[Saved entries]
"""

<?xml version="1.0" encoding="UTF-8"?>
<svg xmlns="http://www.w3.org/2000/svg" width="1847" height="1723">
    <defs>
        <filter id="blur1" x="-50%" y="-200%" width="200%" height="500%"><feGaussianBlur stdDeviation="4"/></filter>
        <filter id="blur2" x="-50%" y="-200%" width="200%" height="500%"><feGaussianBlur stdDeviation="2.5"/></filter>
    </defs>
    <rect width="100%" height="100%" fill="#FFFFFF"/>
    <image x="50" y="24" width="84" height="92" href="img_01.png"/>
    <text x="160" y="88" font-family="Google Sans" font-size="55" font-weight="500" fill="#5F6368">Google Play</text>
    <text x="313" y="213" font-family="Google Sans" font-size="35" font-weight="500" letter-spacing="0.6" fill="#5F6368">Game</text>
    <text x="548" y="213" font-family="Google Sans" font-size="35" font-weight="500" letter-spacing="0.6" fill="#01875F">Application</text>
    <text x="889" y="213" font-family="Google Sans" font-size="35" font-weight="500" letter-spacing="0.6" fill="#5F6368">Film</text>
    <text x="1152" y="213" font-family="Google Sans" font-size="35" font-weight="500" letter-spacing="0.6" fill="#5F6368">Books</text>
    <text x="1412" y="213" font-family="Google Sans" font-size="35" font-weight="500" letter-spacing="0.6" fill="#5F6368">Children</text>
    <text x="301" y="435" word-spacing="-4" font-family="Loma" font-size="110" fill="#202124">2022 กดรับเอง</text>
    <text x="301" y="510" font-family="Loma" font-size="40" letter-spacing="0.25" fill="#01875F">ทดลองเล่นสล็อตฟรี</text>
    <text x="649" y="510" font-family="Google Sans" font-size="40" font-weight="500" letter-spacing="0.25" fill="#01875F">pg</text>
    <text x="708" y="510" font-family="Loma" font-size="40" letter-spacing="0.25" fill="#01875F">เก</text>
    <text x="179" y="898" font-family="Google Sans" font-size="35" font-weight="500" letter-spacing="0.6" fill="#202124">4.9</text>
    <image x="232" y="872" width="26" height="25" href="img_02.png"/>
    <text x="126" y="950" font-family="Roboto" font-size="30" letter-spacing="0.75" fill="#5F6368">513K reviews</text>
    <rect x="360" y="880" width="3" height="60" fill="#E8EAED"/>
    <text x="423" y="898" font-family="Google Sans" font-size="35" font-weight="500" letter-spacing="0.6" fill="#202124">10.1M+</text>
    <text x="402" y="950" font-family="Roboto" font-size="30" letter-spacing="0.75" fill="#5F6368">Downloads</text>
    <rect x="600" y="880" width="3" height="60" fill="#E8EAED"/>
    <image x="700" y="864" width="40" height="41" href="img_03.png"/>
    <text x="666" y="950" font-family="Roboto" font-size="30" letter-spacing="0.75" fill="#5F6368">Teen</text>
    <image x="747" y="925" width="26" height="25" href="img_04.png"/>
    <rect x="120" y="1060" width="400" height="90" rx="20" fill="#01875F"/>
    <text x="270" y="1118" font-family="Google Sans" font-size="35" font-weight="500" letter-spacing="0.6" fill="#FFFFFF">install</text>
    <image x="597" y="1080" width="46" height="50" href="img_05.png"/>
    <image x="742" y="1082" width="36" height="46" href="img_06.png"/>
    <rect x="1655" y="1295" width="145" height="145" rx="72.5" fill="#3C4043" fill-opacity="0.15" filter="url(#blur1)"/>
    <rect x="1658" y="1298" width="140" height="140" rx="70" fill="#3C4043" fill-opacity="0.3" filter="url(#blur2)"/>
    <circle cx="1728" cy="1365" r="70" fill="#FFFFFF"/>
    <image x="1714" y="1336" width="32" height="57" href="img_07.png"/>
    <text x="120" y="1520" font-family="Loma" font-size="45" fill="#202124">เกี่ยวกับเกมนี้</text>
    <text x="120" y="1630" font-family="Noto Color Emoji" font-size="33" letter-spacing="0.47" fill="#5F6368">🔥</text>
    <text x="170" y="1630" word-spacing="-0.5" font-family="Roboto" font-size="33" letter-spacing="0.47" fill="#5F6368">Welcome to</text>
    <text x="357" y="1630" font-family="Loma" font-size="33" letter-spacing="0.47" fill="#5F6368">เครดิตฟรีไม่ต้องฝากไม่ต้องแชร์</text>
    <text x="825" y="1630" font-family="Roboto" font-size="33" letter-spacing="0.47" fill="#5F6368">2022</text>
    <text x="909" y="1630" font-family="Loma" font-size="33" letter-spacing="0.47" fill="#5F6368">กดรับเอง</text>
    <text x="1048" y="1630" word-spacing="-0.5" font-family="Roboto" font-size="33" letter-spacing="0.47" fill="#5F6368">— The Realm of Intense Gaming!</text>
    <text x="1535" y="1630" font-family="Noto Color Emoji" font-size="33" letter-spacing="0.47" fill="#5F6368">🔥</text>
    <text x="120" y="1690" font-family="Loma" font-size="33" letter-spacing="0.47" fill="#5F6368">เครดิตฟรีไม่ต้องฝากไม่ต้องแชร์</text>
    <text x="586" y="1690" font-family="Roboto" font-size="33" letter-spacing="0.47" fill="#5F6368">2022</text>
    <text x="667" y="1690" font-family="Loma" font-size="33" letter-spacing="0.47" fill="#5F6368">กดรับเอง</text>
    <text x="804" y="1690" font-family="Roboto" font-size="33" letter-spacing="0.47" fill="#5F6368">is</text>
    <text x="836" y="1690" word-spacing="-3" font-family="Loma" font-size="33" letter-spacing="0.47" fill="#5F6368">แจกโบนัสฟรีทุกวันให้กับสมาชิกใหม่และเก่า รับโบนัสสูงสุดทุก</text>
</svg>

"""
"""

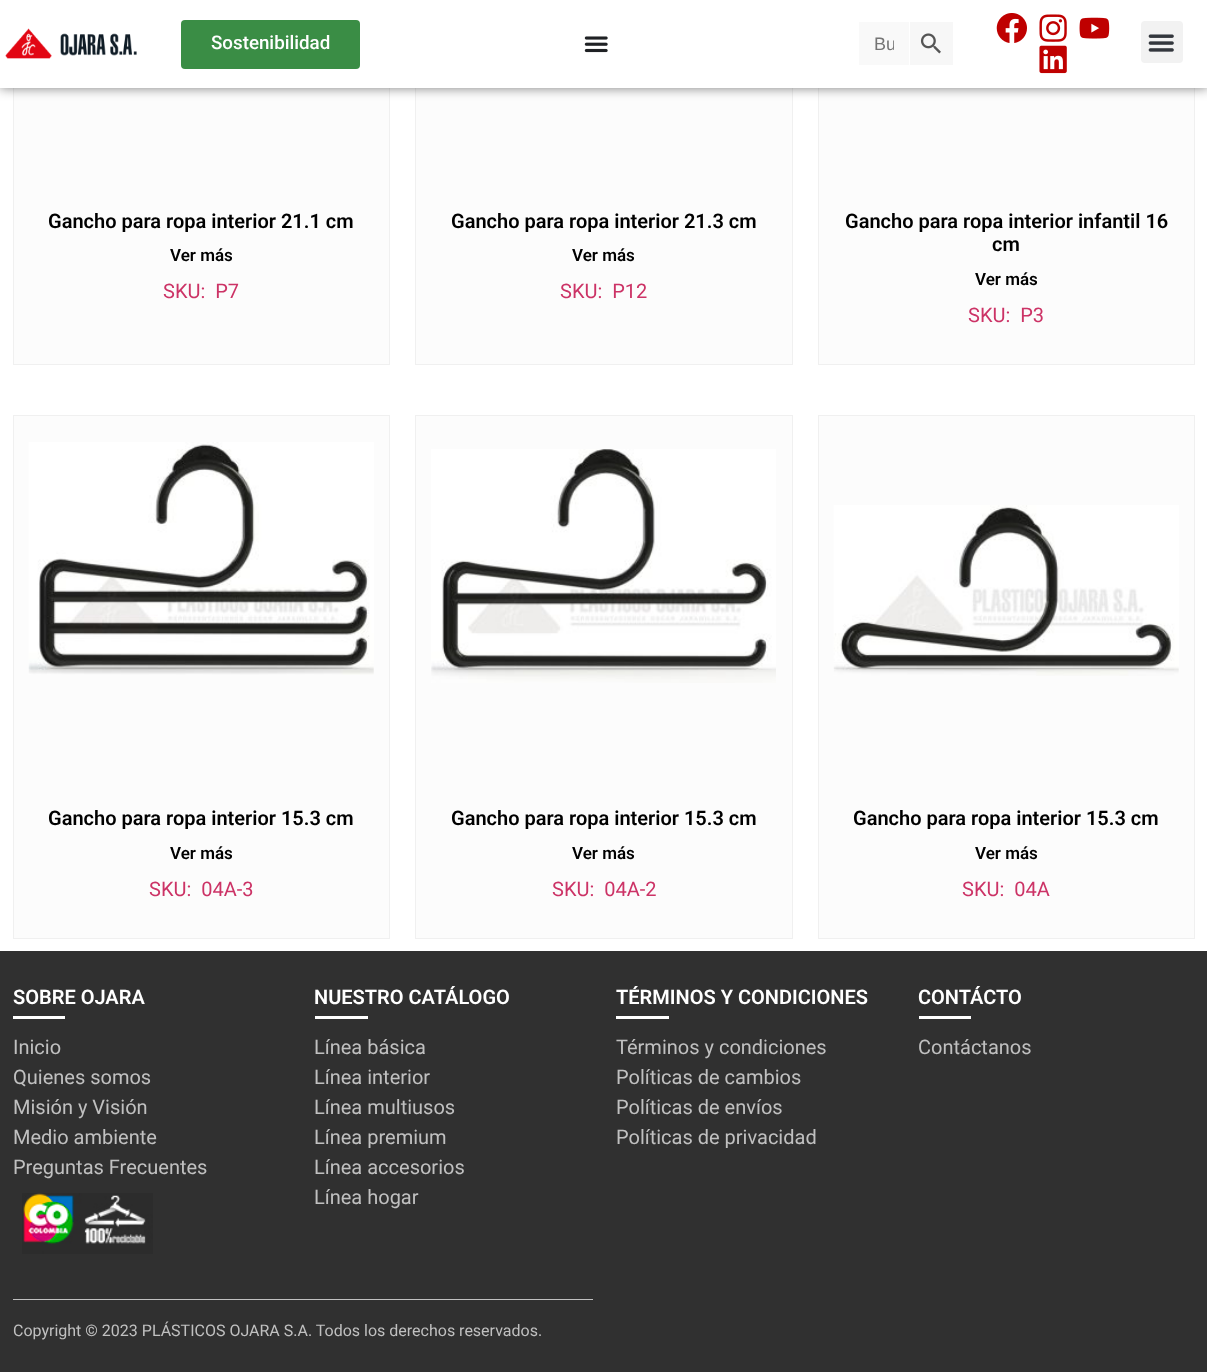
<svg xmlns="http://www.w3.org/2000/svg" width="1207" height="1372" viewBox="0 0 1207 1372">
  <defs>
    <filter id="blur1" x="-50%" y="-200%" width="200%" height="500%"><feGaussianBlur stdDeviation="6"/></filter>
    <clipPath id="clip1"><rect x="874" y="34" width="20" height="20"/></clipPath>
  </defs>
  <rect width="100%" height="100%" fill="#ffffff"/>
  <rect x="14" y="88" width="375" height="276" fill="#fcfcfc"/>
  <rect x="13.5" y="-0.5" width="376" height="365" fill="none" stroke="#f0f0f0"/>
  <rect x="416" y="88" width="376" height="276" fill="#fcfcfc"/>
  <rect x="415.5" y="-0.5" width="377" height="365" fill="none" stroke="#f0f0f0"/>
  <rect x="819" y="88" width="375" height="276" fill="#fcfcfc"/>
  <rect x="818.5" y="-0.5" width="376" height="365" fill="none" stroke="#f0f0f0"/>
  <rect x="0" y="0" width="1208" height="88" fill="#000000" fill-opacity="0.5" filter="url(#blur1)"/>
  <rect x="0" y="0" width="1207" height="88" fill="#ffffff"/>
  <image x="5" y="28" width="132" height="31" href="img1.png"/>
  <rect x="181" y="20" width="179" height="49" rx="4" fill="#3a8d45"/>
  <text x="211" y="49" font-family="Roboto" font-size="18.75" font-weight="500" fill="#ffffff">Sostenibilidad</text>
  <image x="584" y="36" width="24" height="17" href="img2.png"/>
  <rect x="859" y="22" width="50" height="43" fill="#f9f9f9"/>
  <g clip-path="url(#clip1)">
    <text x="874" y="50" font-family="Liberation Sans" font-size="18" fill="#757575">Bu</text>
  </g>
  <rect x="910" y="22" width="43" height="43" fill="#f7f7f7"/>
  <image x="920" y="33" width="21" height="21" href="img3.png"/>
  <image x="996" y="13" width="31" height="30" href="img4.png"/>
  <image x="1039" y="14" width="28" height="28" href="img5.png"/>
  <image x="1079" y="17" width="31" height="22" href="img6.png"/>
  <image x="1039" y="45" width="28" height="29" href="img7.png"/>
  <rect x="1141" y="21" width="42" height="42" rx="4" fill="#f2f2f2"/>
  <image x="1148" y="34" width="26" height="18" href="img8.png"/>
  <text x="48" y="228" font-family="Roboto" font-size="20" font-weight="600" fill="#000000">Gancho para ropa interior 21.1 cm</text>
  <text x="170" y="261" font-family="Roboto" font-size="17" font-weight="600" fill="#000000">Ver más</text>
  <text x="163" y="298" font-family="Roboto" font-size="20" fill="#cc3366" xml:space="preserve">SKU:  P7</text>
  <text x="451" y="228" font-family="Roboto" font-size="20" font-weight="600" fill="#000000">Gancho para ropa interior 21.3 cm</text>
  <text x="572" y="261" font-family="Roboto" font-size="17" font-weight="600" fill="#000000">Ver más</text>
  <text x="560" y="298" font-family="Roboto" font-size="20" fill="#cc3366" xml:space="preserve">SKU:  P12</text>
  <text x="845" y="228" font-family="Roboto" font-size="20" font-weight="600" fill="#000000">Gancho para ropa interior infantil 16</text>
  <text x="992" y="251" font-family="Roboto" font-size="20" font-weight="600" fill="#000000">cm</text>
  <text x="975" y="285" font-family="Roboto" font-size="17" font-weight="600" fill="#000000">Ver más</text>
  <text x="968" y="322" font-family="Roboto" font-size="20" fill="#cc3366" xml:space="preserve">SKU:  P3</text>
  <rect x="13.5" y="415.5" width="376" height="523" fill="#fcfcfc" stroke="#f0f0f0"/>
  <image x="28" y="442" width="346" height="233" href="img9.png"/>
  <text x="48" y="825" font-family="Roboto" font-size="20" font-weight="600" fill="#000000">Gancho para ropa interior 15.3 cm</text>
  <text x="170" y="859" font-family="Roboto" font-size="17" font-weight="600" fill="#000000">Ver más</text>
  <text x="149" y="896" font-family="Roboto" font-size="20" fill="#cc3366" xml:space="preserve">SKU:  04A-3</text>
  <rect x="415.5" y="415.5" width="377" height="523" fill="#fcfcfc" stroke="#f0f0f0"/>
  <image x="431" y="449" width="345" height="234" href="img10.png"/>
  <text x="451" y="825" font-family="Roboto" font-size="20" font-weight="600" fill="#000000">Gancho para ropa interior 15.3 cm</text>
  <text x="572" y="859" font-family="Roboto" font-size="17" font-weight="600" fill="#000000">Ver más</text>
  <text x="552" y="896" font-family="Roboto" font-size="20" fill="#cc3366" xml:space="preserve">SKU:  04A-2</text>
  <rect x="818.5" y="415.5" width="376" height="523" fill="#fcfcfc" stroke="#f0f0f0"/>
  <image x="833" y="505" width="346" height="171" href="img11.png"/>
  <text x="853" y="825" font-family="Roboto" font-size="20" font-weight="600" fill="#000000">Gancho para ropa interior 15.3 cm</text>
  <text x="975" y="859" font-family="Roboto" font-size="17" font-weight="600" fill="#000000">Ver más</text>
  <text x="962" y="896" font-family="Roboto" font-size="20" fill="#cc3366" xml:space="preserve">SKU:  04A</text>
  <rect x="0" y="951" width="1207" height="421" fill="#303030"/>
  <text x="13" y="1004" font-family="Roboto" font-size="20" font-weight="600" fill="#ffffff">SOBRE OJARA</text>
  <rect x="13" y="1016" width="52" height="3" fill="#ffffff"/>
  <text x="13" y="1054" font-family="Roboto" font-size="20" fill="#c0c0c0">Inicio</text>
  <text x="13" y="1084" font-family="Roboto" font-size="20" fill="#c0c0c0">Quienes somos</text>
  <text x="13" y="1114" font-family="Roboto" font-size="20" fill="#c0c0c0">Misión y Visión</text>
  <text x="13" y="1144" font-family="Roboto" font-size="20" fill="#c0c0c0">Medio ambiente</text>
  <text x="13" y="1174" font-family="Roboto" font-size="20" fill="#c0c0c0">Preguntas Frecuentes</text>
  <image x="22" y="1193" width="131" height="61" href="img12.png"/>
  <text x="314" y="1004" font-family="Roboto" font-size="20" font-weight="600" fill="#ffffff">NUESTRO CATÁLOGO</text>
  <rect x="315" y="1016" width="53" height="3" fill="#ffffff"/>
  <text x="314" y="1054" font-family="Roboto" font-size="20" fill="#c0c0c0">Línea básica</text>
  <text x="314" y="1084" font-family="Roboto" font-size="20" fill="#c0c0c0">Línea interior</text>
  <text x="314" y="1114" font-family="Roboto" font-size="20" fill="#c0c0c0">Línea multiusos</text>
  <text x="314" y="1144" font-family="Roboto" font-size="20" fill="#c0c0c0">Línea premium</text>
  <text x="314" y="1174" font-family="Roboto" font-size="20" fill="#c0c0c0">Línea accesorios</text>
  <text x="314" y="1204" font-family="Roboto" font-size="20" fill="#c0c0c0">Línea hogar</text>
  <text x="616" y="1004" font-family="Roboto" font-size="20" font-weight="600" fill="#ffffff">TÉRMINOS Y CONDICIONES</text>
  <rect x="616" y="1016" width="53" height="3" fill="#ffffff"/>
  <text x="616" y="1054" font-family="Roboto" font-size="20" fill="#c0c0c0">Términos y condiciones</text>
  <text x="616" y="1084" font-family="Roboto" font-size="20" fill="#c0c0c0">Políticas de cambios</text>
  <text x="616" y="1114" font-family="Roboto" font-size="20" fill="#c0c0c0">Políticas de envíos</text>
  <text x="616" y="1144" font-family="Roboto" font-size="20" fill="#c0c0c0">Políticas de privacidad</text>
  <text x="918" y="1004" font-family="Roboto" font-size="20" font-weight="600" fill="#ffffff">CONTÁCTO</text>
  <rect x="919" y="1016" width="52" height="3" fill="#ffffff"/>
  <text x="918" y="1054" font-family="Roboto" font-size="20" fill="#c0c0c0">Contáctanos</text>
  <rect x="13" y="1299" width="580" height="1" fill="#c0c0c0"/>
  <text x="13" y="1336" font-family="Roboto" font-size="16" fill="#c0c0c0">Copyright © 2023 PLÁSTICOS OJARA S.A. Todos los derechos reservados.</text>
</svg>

"""

Task description » Copy each line above that contains the string "Noto".

Answer to this problem »
    <text x="120" y="1630" font-family="Noto Color Emoji" font-size="33" letter-spacing="0.47" fill="#5F6368">🔥</text>
    <text x="1535" y="1630" font-family="Noto Color Emoji" font-size="33" letter-spacing="0.47" fill="#5F6368">🔥</text>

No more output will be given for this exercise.